- Film poster
- Directed by: Takashi Yamazaki
- Written by: Takashi Yamazaki
- Produced by: Shūji Abe; Nobumasa Sawabe; Chikahiro Ando;
- Starring: Megumi Hayashibara Shingo Katori Anne Suzuki Yuya Endo Kyôtaro Shimizu Yuki Teruo Takeno
- Cinematography: Kōzō Shibasaki
- Edited by: Yoshio Kitazawa
- Music by: Yasuaki Shimizu
- Distributed by: Toho
- Release date: 15 July 2000 (Japan);
- Running time: 97 minutes
- Country: Japan
- Language: Japanese

= Juvenile (2000 film) =

Juvenile (ジュブナイル, Jubunairu) is a 2000 Japanese science fiction adventure film directed by Takashi Yamazaki in his directorial debut.

== Synopsis ==
Summer, 2000. Eleven-year-old Yusuke and his classmates are camping in a woods when suddenly they see a bright light streak over the treetops and into the woods. The boys take off into the woods towards the light. There in the ground, growing, they find a small round metallic object. Just as Yusuke reaches to touch it, the mysterious object pops up a set of eyes and the object says;

"I am Tetra, I meet Yusuke".
Startled Yusuke replies "Your name is Tetra? Cool!"

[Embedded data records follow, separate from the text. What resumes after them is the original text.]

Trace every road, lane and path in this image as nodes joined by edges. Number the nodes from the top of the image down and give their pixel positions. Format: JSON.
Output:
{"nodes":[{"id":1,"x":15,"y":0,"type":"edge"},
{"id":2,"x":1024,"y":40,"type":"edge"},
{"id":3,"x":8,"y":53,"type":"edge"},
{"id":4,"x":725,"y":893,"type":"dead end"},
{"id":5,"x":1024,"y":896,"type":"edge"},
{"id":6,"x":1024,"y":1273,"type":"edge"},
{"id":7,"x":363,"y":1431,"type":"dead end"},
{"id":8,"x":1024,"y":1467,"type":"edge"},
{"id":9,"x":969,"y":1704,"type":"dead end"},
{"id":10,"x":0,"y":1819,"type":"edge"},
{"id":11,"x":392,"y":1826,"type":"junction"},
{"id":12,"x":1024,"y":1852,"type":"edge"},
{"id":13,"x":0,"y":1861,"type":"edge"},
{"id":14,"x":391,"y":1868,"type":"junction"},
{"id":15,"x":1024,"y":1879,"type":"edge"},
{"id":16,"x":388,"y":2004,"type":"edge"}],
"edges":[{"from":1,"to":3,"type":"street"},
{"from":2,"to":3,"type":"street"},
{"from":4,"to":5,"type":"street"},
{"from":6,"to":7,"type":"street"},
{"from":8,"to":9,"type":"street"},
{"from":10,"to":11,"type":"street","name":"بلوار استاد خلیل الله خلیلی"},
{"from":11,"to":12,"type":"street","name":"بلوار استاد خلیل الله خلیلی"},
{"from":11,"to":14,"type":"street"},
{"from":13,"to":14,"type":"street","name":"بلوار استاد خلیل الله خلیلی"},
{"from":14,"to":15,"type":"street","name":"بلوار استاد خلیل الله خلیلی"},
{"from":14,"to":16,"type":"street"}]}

Tetra is kept from adult eyes in Yusuke's closet. Tetra creates wonderful gadgets using "never-seen-before" technology. It would appear Tetra was designed with artificial intelligence. But where did Tetra come from and what is its purpose? As the relationship grows between Yusuke and Tetra, these questions are answered. Yusuke and his friends, along with the genius physicist Kanzaki, who studies time machines, investigate Tetra's secrets.

Meanwhile, 100,000 kilometers above Earth, a massive fleet of mysterious alien spaceships belonging to the Voidians is anchored, targeting Earth's oceans. With Earth's crisis rapidly approaching, Yusuke, with all his courage, boards the Gungelion, a combat robot created by Tetra, to protect Earth and Misaki, who has been abducted by the Voidians. Will they be able to save Earth? And what will become of Misaki's life?

==Characters==
- Yusuke Sakamoto (坂本裕介 Sakamoto Yūsuke) - Yusuke is the main character. Yusuke hides Tetra in his room.
- Tetra (テトラ) - Tetra is a robot who has highly advanced artificial intelligence. Tetra came from the future with the keyword "juvenile".
- Soichiro Kanzaki (神崎宗一郎 Kanzaki Sōichirō) - An electronics shop owner who introduces Yusuke to Tetra. Kanzaki is the only adult that the children trust with the secret of Tetra.
- Misaki Kinoshita (木下 岬 Kinoshita Misaki) - One of Yusuke's friends. She wishes to connect Tetra to the internet.
- Noriko Kinoshita (木下範子 Kinoshita Noriko) - Misaki's sister in law. Noriko becomes one of Soichiro's allies in his Physics research.
- Toshiya Matsuoka (松岡俊也 Matsuoka Toshiya) - Misaki's playmate.
- Hidetaka Ohno (大野秀隆 Ōno Hidetaka) - Hidetaka is Toshiya's "gopher." Hidetaka, who is thought to be the source of information at his school, is easily able to find information and proves handy to Yusuke and his friends.

==Cast==
- Megumi Hayashibara - Tetra (voice) / Female Researcher
- Shingo Katori - Soichiro Kamizaki
- Miki Sakai - Noriko Kinoshita
- Anne Suzuki - Misaki Kinoshita
- Yuya Endo - Yusuke Sakamoto
- Kyotaro Shimizu - Hidetaka Ohno
- Yuki - Toshiya Matsuoka
- Katsumi Takahashi - Yusuke's Father
- Kuniko Asagi - Yusuke's Mother
- Kinzoh Sakura
- Takashi Matsuo - Misawa
- Kazue Tsunogae - Snack Shop Lady
- Teruo Takeno - Byoid (voice)

==Release==
Toho released a 4K remaster of the film on a limited theatrical run in Japan on 22 November 2024, to commemorate the 25th anniversary of Yamazaki's directorial career.